Is there a way to run do this using plink/ssh?
If Machine A is a Windows box, you can use Plink (part of PuTTY) with the -m parameter, and it will execute the local script on the remote server.
plink root#MachineB -m local_script.sh
If Machine A is a Unix-based system, you can use:
ssh root#MachineB 'bash -s' < local_script.sh
You shouldn't have to copy the script to the remote server to run it.
This is an old question, and Jason's answer works fine, but I would like to add this:
ssh user#host <<'ENDSSH'
#commands to run on remote host
ENDSSH
This can also be used with su and commands which require user input. (note the ' escaped heredoc)
Since this answer keeps getting bits of traffic, I would add even more info to this wonderful use of heredoc:
You can nest commands with this syntax, and that's the only way nesting seems to work (in a sane way)
ssh user#host <<'ENDSSH'
#commands to run on remote host
ssh user#host2 <<'END2'
# Another bunch of commands on another host
wall <<'ENDWALL'
Error: Out of cheese
ENDWALL
ftp ftp.example.com <<'ENDFTP'
test
test
ls
ENDFTP
END2
ENDSSH
You can actually have a conversation with some services like telnet, ftp, etc. But remember that heredoc just sends the stdin as text, it doesn't wait for response between lines
I just found out that you can indent the insides with tabs if you use <<-END!
ssh user#host <<-'ENDSSH'
#commands to run on remote host
ssh user#host2 <<-'END2'
# Another bunch of commands on another host
wall <<-'ENDWALL'
Error: Out of cheese
ENDWALL
ftp ftp.example.com <<-'ENDFTP'
test
test
ls
ENDFTP
END2
ENDSSH
(I think this should work)
Also see
http://tldp.org/LDP/abs/html/here-docs.html
Also, don't forget to escape variables if you want to pick them up from the destination host.
This has caught me out in the past.
For example:
user#host> ssh user2#host2 "echo \$HOME"
prints out /home/user2
while
user#host> ssh user2#host2 "echo $HOME"
prints out /home/user
Another example:
user#host> ssh user2#host2 "echo hello world | awk '{print \$1}'"
prints out "hello" correctly.
This is an extension to YarekT's answer to combine inline remote commands with passing ENV variables from the local machine to the remote host so you can parameterize your scripts on the remote side:
ssh user#host ARG1=$ARG1 ARG2=$ARG2 'bash -s' <<'ENDSSH'
# commands to run on remote host
echo $ARG1 $ARG2
ENDSSH
I found this exceptionally helpful by keeping it all in one script so it's very readable and maintainable.

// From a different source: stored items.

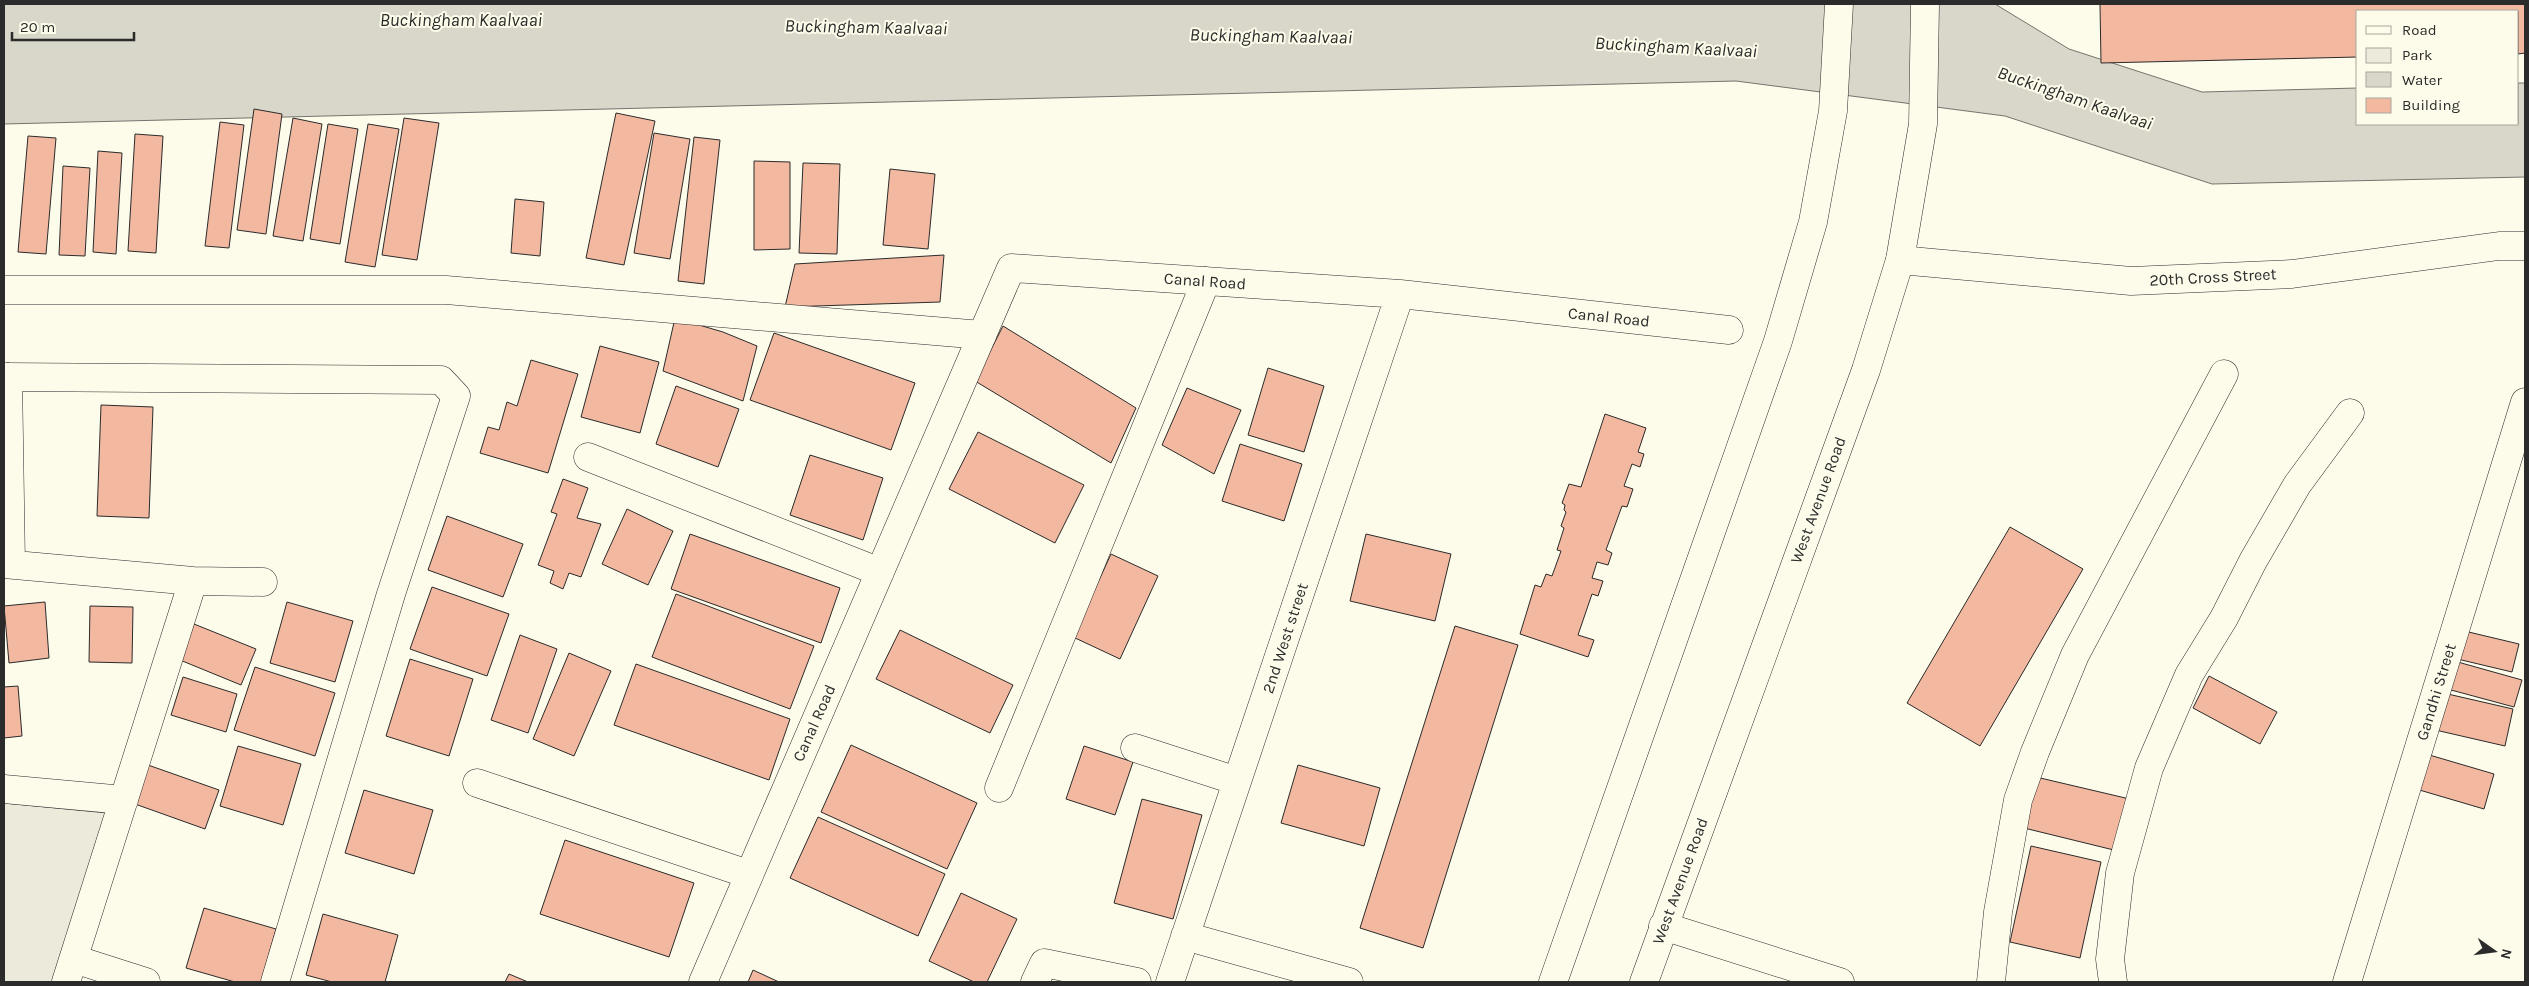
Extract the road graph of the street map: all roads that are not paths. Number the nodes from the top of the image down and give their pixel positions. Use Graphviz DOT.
graph roads {
  1 [pos="1839,4"];
  2 [pos="1925,4"];
  3 [pos="2525,246"];
  4 [pos="1900,260"];
  5 [pos="1206,281"];
  6 [pos="4,290"];
  7 [pos="1400,294"];
  8 [pos="1729,330"];
  9 [pos="982,335"];
  10 [pos="2224,374"];
  11 [pos="6,377"];
  12 [pos="2525,402"];
  13 [pos="2350,413"];
  14 [pos="588,457"];
  15 [pos="7,564"];
  16 [pos="880,572"];
  17 [pos="193,581"];
  18 [pos="263,582"];
  19 [pos="1135,748"];
  20 [pos="1238,781"];
  21 [pos="477,784"];
  22 [pos="999,788"];
  23 [pos="4,789"];
  24 [pos="124,800"];
  25 [pos="748,874"];
  26 [pos="1663,926"];
  27 [pos="1186,936"];
  28 [pos="70,971"];
  29 [pos="146,982"];
  30 [pos="276,982"];
  31 [pos="703,982"];
  32 [pos="1035,982"];
  33 [pos="1137,982"];
  34 [pos="1170,982"];
  35 [pos="1349,982"];
  36 [pos="1553,982"];
  37 [pos="1644,982"];
  38 [pos="1840,982"];
  39 [pos="1991,982"];
  40 [pos="2113,982"];
  41 [pos="2347,982"];
  1 -- 36 [label="street"];
  2 -- 4 [label="street, West Avenue Road"];
  3 -- 4 [label="street, 20th Cross Street"];
  4 -- 26 [label="street, West Avenue Road"];
  5 -- 7 [label="street, Canal Road"];
  5 -- 9 [label="street, Canal Road"];
  5 -- 22 [label="street"];
  6 -- 9 [label="street"];
  7 -- 8 [label="street, Canal Road"];
  7 -- 20 [label="street, 2nd West street"];
  9 -- 16 [label="street, Canal Road"];
  10 -- 39 [label="street"];
  11 -- 15 [label="street"];
  11 -- 30 [label="street"];
  12 -- 41 [label="street, Gandhi Street"];
  13 -- 40 [label="street"];
  14 -- 16 [label="street"];
  15 -- 17 [label="street"];
  16 -- 25 [label="street, Canal Road"];
  17 -- 18 [label="street"];
  17 -- 24 [label="street"];
  19 -- 20 [label="street"];
  20 -- 27 [label="street, 2nd West street"];
  21 -- 25 [label="street"];
  23 -- 24 [label="street"];
  24 -- 28 [label="street"];
  25 -- 31 [label="street, Canal Road"];
  26 -- 37 [label="street, West Avenue Road"];
  26 -- 38 [label="street"];
  27 -- 34 [label="street, 2nd West street"];
  27 -- 35 [label="street"];
  28 -- 29 [label="street"];
  32 -- 33 [label="street"];
}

Why this works. ssh supports the following syntax:
ssh user#host remote_command
In bash we can specify environment variables to define prior to running a command on a single line like so:
ENV_VAR_1='value1' ENV_VAR_2='value2' bash -c 'echo $ENV_VAR_1 $ENV_VAR_2'
That makes it easy to define variables prior to running a command. In this case echo is our command we're running. Everything before echo defines environment variables.
So we combine those two features and YarekT's answer to get:
ssh user#host ARG1=$ARG1 ARG2=$ARG2 'bash -s' <<'ENDSSH'...
In this case we are setting ARG1 and ARG2 to local values. Sending everything after user#host as the remote_command. When the remote machine executes the command ARG1 and ARG2 are set the local values, thanks to local command line evaluation, which defines environment variables on the remote server, then executes the bash -s command using those variables. Voila.
<hostA_shell_prompt>$ ssh user#hostB "ls -la"
That will prompt you for password, unless you have copied your hostA user's public key to the authorized_keys file on the home of user .ssh's directory. That will allow for passwordless authentication (if accepted as an auth method on the ssh server's configuration)
I've started using Fabric for more sophisticated operations. Fabric requires Python and a couple of other dependencies, but only on the client machine. The server need only be a ssh server. I find this tool to be much more powerful than shell scripts handed off to SSH, and well worth the trouble of getting set up (particularly if you enjoy programming in Python). Fabric handles running scripts on multiple hosts (or hosts of certain roles), helps facilitate idempotent operations (such as adding a line to a config script, but not if it's already there), and allows construction of more complex logic (such as the Python language can provide).
cat ./script.sh | ssh <user>#<host>
chmod +x script.sh
ssh -i key-file root#111.222.3.444 < ./script.sh
Try running ssh user#remote sh ./script.unx.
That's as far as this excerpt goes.